Leilões no Triângulo Mineiro registraram um aumento no número de matrizes para comercialização. Desde o início do ano, os eventos semanais promovidos para compra e venda de gado têm apresentado mais matrizes, chegando a 25% do total de animais disponíveis.

Segundo o presidente do Núcleo dos SPRs do Triângulo e Alto Paranaíba, Osny Zago, o perfil dos animais tem mudado. “Era comum ter de 5% a 10% de matrizes, mas eram animais em fase final de produção e que iriam para o descarte. Hoje, estamos vendo vacas que ainda ficariam de 2 a 3 anos em processo de lactação sendo comercializadas”, afirmou.

A crise no setor leiteiro brasileiro tem pressionado produtores em todo o país. A combinação entre baixa rentabilidade, aumento dos custos de produção e concorrência de produtos importados tem reduzido as margens e ampliado a insegurança.

Para Zago, o movimento é impactante, pois prejudica o projeto de vida do produtor. “Uma vaca que ele [produtor] comprou por cerca de R$ 8 mil, investindo em genética, agora está vendendo a R$ 3 mil ou R$ 4 mil, uma perda de 50% do valor. Comprou o animal para uma finalidade e está vendendo por outra, em virtude da falta de política e de incentivos para manter o produtor no campo”, argumentou o presidente.
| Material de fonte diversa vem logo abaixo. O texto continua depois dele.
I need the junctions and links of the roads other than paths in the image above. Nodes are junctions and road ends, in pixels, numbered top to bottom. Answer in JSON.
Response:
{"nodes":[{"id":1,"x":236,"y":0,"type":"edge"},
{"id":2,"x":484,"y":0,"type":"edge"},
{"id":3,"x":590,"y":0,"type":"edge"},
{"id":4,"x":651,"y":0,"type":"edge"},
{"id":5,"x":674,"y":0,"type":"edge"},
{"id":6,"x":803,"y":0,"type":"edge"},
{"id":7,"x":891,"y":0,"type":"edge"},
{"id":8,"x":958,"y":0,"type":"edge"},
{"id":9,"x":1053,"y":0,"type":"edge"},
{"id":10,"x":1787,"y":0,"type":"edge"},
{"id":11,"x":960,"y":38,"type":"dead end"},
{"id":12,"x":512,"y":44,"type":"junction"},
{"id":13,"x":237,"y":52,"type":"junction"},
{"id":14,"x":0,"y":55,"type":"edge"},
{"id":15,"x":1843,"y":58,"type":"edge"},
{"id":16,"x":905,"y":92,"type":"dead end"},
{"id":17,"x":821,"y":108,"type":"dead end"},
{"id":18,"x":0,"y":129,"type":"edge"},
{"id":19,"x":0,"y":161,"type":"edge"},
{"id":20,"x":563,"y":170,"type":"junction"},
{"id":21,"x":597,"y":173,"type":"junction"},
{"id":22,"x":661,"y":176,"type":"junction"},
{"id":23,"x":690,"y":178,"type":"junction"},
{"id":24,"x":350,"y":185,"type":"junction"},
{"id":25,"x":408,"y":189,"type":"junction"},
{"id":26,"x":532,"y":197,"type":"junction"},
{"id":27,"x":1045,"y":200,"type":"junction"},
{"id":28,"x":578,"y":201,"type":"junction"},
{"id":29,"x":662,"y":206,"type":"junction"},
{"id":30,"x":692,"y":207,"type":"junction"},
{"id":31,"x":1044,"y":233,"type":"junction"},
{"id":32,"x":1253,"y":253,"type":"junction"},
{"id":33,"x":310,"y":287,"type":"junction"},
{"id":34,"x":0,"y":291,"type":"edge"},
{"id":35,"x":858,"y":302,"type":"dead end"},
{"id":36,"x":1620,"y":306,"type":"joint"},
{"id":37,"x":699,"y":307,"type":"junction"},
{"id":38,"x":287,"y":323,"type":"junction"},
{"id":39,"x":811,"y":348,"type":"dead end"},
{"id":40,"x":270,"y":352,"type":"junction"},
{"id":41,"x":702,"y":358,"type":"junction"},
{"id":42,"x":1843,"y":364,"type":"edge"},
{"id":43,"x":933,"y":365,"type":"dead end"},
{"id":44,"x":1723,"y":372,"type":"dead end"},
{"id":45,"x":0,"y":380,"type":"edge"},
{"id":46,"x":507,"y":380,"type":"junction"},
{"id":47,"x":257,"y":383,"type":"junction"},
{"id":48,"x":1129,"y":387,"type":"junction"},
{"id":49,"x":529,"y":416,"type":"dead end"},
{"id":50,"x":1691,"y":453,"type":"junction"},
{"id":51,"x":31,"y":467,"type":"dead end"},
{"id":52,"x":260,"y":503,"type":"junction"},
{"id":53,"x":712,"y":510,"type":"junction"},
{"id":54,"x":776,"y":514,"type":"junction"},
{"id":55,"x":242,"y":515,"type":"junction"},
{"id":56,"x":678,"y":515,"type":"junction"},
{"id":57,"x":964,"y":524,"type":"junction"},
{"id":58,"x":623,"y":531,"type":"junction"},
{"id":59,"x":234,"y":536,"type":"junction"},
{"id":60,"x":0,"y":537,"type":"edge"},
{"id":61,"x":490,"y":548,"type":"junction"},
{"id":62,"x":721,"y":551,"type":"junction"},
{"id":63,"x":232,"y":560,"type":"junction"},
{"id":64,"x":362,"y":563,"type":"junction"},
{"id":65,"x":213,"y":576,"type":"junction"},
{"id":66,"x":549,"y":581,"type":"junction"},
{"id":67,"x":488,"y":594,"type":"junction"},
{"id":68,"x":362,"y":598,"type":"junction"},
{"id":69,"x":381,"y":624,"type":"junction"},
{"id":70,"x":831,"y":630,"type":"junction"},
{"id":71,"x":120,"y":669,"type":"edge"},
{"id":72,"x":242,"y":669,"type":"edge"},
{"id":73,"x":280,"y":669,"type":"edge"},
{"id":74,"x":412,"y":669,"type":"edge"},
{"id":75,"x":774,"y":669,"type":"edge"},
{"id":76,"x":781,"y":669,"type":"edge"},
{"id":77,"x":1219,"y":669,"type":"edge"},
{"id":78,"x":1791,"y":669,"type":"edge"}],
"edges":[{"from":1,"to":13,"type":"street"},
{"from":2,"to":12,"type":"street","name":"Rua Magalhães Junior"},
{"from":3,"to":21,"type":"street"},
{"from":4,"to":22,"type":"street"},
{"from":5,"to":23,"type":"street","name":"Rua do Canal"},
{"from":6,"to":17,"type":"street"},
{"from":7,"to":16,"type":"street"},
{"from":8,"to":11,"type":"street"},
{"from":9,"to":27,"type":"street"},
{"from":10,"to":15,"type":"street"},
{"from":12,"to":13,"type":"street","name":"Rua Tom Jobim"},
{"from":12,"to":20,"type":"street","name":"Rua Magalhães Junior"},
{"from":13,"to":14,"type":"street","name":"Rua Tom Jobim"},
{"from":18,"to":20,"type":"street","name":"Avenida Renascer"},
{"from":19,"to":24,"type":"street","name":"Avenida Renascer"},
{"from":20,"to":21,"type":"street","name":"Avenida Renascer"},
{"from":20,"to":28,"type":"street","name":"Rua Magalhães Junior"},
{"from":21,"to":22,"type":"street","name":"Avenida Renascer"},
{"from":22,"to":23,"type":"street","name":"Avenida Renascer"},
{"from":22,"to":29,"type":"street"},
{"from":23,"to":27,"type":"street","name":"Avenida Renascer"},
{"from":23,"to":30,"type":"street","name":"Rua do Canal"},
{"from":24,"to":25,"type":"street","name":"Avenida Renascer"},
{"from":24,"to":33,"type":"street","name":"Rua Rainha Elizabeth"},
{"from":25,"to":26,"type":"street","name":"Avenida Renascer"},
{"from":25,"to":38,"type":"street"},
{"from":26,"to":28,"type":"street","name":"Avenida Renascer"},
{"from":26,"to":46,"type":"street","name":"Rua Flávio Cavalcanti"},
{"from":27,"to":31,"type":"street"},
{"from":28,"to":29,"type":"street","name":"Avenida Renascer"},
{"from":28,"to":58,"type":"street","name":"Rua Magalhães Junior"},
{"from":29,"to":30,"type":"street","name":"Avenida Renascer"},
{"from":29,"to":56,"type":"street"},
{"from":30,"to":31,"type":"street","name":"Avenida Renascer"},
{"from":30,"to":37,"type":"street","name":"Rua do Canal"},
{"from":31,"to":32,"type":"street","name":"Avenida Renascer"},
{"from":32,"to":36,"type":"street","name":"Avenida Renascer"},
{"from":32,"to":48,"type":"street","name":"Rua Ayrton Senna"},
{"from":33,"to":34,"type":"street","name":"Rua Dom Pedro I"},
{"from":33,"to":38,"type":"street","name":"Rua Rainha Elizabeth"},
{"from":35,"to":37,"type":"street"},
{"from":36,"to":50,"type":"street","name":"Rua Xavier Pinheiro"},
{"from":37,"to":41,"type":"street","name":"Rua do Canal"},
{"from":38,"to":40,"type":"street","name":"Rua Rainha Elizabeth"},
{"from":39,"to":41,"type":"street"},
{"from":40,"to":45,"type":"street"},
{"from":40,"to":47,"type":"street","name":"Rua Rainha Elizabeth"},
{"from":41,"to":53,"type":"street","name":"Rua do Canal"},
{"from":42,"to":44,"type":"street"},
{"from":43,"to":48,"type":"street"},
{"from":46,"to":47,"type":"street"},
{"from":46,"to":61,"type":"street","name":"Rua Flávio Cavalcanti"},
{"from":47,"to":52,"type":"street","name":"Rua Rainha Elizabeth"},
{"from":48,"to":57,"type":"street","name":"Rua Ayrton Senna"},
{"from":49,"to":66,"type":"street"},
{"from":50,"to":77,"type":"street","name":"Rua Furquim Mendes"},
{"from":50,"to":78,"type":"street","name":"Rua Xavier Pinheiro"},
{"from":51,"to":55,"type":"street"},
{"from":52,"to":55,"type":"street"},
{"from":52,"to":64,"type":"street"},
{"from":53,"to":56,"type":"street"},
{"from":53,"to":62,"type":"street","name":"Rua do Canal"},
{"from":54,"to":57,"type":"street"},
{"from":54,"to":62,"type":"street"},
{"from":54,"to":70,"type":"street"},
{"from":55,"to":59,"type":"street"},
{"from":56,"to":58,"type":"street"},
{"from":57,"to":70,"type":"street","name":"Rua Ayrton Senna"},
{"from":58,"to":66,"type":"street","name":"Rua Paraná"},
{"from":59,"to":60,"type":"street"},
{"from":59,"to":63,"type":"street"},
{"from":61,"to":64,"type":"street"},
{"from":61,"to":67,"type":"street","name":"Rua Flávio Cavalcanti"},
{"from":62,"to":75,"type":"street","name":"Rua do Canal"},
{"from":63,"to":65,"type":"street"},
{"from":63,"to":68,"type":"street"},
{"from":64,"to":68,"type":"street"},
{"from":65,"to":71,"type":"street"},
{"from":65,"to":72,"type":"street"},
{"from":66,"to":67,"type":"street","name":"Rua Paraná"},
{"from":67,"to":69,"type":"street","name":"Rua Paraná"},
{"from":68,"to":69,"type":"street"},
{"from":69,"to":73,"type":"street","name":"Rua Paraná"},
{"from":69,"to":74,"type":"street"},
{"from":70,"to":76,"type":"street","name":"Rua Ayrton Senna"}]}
O pecuarista de corte e leite, Abel Fêlix, de Sacramento, compartilhou os motivos de estar se desfazendo do gado de leite. “Recebi R$ 1,55 pelo litro de leite. Este valor não cobre os meus custos nem de nenhum produtor. Por isso, abri mão de grande parte do meu rebanho leiteiro. Conheço produtores que se desfizeram de todo o seu plantel nos leilões. Infelizmente, esta é a situação dos produtores da região”, afirmou.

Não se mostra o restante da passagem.